**** Given data
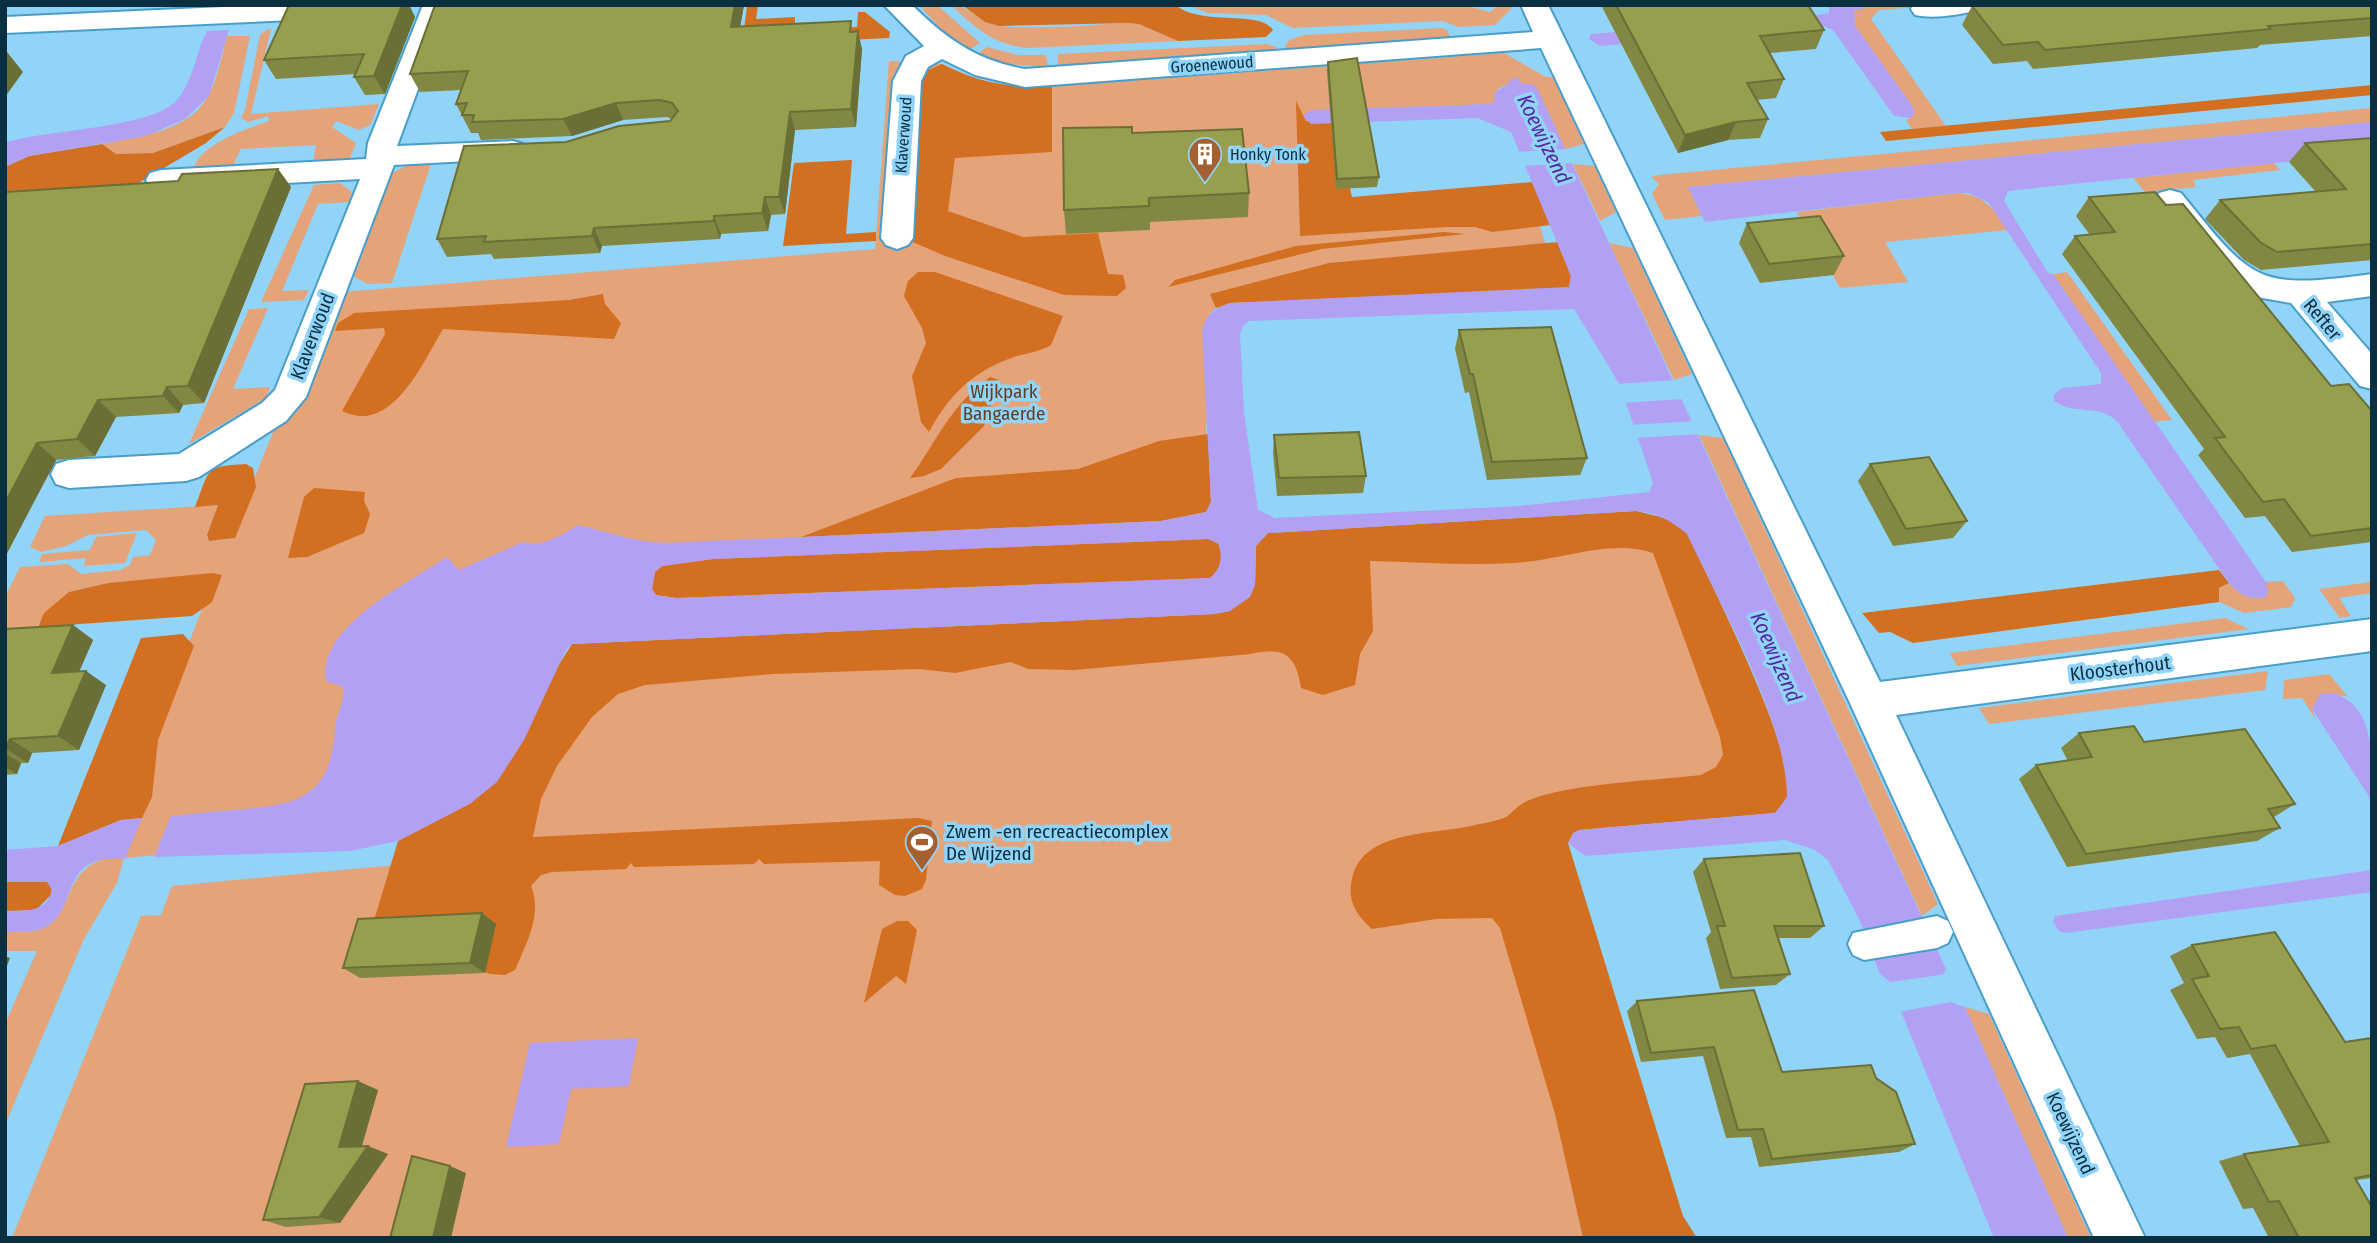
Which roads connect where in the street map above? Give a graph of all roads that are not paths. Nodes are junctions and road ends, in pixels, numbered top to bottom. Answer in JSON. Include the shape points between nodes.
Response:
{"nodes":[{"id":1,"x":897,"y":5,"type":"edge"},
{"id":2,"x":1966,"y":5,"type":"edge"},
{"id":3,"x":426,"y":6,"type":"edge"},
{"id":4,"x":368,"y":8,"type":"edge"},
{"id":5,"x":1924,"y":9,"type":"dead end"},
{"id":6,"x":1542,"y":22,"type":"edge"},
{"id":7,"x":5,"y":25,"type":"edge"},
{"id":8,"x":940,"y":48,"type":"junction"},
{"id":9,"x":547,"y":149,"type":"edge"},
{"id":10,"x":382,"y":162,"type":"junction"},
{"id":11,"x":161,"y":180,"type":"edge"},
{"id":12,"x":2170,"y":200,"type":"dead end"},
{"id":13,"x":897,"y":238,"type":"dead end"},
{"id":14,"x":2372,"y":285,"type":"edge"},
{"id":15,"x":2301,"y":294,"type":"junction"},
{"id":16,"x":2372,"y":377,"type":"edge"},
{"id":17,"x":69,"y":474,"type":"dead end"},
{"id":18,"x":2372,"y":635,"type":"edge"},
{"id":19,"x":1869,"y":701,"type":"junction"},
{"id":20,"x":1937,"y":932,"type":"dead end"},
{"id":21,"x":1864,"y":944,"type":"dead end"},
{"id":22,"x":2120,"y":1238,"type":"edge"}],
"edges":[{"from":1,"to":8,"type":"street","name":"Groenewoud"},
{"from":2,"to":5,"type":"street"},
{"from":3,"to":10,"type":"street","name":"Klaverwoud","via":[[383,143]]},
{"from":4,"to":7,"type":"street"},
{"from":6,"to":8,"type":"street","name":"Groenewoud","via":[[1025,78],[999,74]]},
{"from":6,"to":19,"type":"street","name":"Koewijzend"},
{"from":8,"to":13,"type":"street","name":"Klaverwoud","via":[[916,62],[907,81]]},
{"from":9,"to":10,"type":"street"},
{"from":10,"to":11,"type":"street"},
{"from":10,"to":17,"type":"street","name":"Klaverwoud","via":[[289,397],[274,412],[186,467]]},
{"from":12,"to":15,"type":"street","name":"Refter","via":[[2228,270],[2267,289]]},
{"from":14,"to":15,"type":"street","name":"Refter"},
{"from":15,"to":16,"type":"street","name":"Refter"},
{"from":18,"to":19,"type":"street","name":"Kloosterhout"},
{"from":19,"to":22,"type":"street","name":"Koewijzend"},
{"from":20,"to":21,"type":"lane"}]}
********
Exercise directions -> Lines above containing "Groenewoud": give their number only.

Task solution -> 2